## GIVEN DATA
[Start of section]

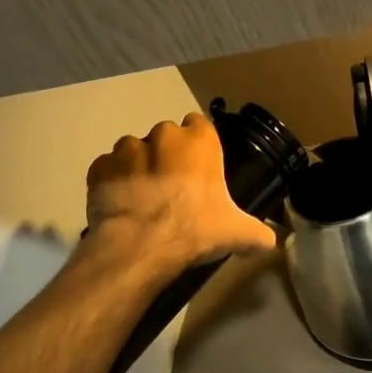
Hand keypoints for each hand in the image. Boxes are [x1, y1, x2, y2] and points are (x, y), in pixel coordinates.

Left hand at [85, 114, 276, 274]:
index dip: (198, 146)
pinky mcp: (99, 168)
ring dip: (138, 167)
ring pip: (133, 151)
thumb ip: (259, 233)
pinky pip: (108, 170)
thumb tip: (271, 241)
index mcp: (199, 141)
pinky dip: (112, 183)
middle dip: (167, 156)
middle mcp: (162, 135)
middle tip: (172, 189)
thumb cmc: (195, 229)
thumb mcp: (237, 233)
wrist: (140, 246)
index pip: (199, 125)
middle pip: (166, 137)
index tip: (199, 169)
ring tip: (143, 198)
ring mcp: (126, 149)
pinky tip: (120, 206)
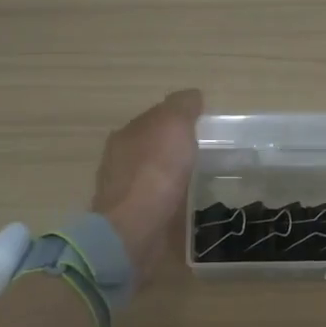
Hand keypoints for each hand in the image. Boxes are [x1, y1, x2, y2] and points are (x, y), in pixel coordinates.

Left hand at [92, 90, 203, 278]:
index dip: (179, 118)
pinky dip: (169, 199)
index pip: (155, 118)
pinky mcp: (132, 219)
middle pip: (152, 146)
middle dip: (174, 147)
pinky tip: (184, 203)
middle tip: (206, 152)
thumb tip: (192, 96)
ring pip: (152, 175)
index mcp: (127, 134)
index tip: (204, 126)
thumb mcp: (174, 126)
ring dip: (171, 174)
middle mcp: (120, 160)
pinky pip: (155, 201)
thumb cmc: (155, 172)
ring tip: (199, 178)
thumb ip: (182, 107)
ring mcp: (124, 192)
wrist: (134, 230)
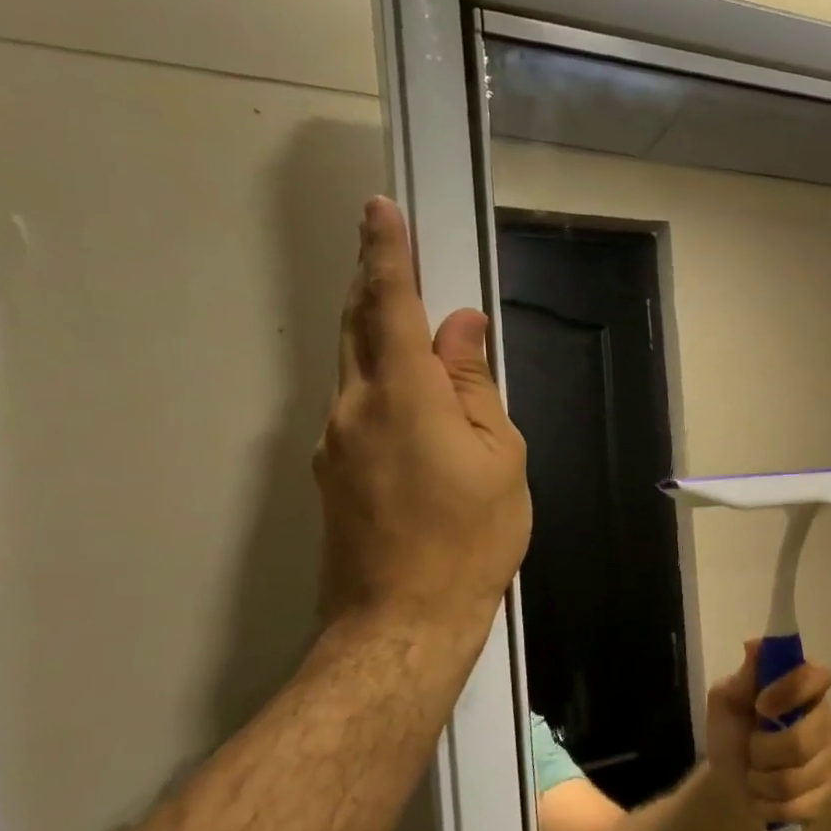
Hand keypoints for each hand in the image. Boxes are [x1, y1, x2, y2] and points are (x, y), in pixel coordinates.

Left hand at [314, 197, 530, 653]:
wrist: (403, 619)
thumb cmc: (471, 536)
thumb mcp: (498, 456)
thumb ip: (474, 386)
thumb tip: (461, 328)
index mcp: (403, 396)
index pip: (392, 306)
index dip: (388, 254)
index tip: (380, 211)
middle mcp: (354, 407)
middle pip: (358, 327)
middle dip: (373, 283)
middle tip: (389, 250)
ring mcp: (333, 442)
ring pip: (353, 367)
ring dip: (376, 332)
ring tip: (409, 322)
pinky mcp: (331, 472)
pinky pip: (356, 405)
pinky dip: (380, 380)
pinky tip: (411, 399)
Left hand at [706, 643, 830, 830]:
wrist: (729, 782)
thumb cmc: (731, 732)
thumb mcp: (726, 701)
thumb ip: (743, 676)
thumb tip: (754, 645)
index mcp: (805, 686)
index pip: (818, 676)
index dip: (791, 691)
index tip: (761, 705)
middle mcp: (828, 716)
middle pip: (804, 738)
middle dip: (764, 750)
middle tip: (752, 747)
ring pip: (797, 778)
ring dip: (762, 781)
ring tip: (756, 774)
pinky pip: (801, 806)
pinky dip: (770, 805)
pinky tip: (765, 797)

[End of section]

## WHAT THE TASK ASKS
The required answer is every line from the one containing "pinky pip: (108, 170)" through the last line of the entries, restated word for word and with no pictures.

## FINISHED TASK
pinky pip: (108, 170)
thumb tip: (271, 241)
index mcp: (199, 141)
pinky dip: (112, 183)
middle dip: (167, 156)
middle mcp: (162, 135)
middle tip: (172, 189)
thumb cmc: (195, 229)
thumb mcp: (237, 233)
wrist: (140, 246)
index pip: (199, 125)
middle pip: (166, 137)
index tip: (199, 169)
ring tip: (143, 198)
ring mcp: (126, 149)
pinky tip: (120, 206)
Hand keypoints for each hand in the image. Boxes are [x1, y1, x2, y2] and points are (x, y), in pixel coordinates.

Left hand at [92, 90, 203, 278]:
index dip: (179, 118)
pinky dip: (169, 199)
index pip: (155, 118)
pinky mcp: (132, 219)
middle pip: (152, 146)
middle dip: (174, 147)
pinky tip: (184, 203)
middle tip: (206, 152)
thumb tip: (192, 96)
ring pip: (152, 175)
index mcp: (127, 134)
index tip: (204, 126)
thumb mcp: (174, 126)
ring dip: (171, 174)
middle mcp: (120, 160)
pinky pip: (155, 201)
thumb cmc: (155, 172)
ring tip: (199, 178)
thumb ip: (182, 107)
ring mcp: (124, 192)
wrist: (134, 230)
Hand keypoints for each hand in the image. Boxes are [x1, y1, x2, y2] and points are (x, y), in pixel coordinates.

Left hand at [314, 197, 530, 653]:
wrist: (403, 619)
thumb cmc: (471, 536)
thumb mcp: (498, 456)
thumb ip: (474, 386)
thumb tip: (461, 328)
index mcp: (403, 396)
index pip: (392, 306)
index dip: (388, 254)
index tip: (380, 211)
middle mcp: (354, 407)
middle pip: (358, 327)
middle dip: (373, 283)
middle tip: (389, 250)
ring mcp: (333, 442)
ring pip: (353, 367)
ring dip: (376, 332)
ring tip: (409, 322)
pinky mcp: (331, 472)
pinky pip: (356, 405)
pinky dip: (380, 380)
pinky tip: (411, 399)
Left hand at [706, 643, 830, 830]:
wrist: (729, 782)
thumb cmc: (731, 732)
thumb mcp: (726, 701)
thumb ip: (743, 676)
thumb tip: (754, 645)
index mcp: (805, 686)
index pip: (818, 676)
index dip: (791, 691)
index tip: (761, 705)
middle mcp: (828, 716)
middle pip: (804, 738)
middle dip: (764, 750)
middle tip: (752, 747)
ring pip: (797, 778)
ring dip: (762, 781)
ring tip: (756, 774)
pinky pip: (801, 806)
pinky dip: (770, 805)
pinky tip: (765, 797)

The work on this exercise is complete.